**TO DO**. Look through the data below and return each line where "Retica" appears.

**RECORDS FOR THE TASK**.
____

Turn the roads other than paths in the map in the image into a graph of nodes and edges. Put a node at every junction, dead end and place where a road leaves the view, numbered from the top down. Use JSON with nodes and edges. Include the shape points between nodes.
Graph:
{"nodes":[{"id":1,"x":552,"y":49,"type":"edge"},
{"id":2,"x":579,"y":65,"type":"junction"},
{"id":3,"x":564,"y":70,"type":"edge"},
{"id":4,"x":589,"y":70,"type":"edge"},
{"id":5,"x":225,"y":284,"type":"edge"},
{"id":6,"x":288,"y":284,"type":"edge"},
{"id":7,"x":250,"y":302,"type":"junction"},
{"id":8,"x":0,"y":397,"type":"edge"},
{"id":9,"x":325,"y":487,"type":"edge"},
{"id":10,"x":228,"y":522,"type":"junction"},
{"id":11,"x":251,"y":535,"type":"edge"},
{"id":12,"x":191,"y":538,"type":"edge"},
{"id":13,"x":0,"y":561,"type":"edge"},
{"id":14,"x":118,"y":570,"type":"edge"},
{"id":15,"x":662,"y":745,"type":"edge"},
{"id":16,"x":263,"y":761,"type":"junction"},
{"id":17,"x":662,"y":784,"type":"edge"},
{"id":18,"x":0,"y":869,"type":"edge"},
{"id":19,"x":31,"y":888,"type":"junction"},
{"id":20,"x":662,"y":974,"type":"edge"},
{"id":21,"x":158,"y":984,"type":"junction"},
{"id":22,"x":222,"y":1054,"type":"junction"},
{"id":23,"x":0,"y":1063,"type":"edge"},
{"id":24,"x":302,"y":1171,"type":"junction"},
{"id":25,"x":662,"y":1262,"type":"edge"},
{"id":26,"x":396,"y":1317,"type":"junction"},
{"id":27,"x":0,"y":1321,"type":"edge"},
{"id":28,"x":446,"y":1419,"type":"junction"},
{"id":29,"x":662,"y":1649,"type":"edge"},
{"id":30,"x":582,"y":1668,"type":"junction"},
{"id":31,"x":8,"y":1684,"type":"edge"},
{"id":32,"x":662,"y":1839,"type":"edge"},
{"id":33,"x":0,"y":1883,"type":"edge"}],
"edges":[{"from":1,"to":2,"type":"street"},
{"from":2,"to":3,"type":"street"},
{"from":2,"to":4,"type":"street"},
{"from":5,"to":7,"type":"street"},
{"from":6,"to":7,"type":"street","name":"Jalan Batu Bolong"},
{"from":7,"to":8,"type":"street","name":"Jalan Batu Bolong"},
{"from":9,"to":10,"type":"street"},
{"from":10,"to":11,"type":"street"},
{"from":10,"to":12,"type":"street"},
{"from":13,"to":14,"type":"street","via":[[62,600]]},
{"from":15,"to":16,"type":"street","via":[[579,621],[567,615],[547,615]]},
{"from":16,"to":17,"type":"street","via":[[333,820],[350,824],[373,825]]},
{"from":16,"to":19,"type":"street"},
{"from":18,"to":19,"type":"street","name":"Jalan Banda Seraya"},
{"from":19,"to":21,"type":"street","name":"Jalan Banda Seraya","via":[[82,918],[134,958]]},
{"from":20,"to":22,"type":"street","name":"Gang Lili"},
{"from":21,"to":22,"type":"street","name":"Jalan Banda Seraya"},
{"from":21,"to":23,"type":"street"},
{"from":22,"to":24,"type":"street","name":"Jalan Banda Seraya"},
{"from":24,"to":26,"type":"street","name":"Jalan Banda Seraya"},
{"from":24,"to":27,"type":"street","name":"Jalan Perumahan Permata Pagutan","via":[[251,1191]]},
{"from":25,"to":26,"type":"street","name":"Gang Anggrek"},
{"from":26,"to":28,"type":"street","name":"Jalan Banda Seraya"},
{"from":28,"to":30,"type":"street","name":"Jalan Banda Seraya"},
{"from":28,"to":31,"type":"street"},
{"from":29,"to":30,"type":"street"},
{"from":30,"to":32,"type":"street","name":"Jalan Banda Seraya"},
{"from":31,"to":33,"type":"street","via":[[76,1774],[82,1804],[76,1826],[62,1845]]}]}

____

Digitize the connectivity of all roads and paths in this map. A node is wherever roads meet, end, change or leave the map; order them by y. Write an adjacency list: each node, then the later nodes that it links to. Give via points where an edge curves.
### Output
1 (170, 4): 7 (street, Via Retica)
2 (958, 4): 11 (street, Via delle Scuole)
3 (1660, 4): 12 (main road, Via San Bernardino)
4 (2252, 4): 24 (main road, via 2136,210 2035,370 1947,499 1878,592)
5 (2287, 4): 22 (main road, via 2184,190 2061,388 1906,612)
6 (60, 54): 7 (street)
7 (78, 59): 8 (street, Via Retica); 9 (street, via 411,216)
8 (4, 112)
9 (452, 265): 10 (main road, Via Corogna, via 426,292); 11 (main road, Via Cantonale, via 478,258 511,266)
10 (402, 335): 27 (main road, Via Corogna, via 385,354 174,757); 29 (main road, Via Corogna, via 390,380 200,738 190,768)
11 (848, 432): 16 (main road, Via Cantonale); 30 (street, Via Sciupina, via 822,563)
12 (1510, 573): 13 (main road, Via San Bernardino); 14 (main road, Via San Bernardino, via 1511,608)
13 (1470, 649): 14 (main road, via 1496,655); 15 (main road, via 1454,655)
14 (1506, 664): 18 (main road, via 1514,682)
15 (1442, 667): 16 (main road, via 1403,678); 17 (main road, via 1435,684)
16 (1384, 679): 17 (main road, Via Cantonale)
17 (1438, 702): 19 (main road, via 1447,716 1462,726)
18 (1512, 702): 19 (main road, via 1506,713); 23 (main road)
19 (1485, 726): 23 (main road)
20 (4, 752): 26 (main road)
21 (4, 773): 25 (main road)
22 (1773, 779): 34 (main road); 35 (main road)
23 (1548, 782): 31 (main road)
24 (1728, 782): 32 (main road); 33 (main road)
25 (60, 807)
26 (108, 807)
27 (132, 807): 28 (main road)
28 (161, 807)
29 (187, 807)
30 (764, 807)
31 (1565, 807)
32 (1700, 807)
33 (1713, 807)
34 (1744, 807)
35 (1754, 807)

____

**RESPONSE TO THE TASK**.
1 (170, 4): 7 (street, Via Retica)
7 (78, 59): 8 (street, Via Retica); 9 (street, via 411,216)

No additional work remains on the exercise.